— Вот еще! — фыркнула она. — Наелся макарон и острит.
— Что, спикировал? — подмигнул мне Саломыков. — А мы с Катюшей заспорили. Может, ты скажешь: в картине «Парень из нашего города» кто играет? Валентина Серова?
— Нет, — сказал я. — Там играет Франческа Гааль.
— Ну да! — усомнилась Катя. — Она в «Петере» играет.
— В «Парне» тоже, — твердо я стоял на своем.
Вот только на ногах — не совсем твердо. Меня повело вбок, я оттолкнулся руками от шкафа и сел на кровать, но тут же поднялся под недоумевающим взглядом бабушки Водовозовой.
— А я тебе говорю, — сказал я Кате с пьяной настойчивостью, — там Франсе… Франческа Гааль играет.
— Пошли домой. — Склянин взял меня под руку.
— Не хочу, — отмахнулся я. — Она везде играет… Франческа…
— Играет, играет. — Склянин повел меня к выходу.
Я слышал, Катя сказала, что надо меня уложить, но Склянин сказал, что на свежем воздухе лучше.
И верно, осенний холодный воздух, пронизанный мелким дождиком, очень скоро охладил мою пылающую голову.
Мне приснился Павлик Катковский. Он стоял в строю незнакомых матросов, но был в штатском, в серенькой своей толстовке, а вместо винтовки держал в руке пешню. «Здорово!» — крикнул я ему обрадованно. Но Павлик посмотрел, блеснув очками, без улыбки и не ответил. Откуда-то выскочила Светка Шамрай, длинноногая, белобрысая, вытащила Павлика из строя и закружила его, а он был очень серьезный, бледный. Светка дурачилась, а потом вдруг остановилась и посмотрела на меня зелеными быстрыми глазками, — тут я увидел, что это не Светка, а Катя, — и проснулся.

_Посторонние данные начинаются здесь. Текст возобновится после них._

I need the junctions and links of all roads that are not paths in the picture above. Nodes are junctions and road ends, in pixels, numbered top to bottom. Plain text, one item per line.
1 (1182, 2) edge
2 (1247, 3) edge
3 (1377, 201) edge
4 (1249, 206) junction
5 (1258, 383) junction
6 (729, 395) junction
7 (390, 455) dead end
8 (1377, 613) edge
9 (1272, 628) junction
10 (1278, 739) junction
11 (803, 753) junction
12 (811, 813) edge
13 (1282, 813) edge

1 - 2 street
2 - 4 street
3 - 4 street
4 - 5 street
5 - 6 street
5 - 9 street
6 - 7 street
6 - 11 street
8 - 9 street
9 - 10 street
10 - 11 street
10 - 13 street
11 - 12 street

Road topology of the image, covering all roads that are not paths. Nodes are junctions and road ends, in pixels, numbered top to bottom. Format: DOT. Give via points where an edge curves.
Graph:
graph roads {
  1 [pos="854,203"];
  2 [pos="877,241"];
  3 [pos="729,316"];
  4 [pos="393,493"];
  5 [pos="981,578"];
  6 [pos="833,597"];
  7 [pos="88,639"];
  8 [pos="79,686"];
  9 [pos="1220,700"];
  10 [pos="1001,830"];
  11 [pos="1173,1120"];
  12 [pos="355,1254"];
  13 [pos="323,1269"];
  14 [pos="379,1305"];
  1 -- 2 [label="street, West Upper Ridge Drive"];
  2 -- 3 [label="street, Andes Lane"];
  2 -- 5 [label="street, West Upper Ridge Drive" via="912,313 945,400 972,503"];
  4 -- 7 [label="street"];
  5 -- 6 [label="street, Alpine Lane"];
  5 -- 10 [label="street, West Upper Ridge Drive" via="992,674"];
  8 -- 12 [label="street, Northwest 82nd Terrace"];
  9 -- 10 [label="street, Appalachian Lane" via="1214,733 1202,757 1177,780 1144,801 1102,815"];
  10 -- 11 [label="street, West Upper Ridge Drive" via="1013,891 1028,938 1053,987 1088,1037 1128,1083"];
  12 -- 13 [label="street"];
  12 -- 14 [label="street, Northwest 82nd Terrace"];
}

И подумал: сегодня поговорю решительно. Поймаю, когда она пойдет шарик запускать, и не отпущу, пока не получу ответа… Ответа на что? Собственно, чего я добиваюсь? Ну, свидания, это ясно. Чтоб наедине. А дальше? Ох, Катька… смеешься моим шуточкам, голову мне вскружила, а когда я пытаюсь поцеловать, упираешься руками мне в грудь и отталкиваешь. Два-три поцелуя перехватил — не густо… И всякий раз, когда прошу о свидании, только хиханьки в ответ… Сегодня поговорю решительно!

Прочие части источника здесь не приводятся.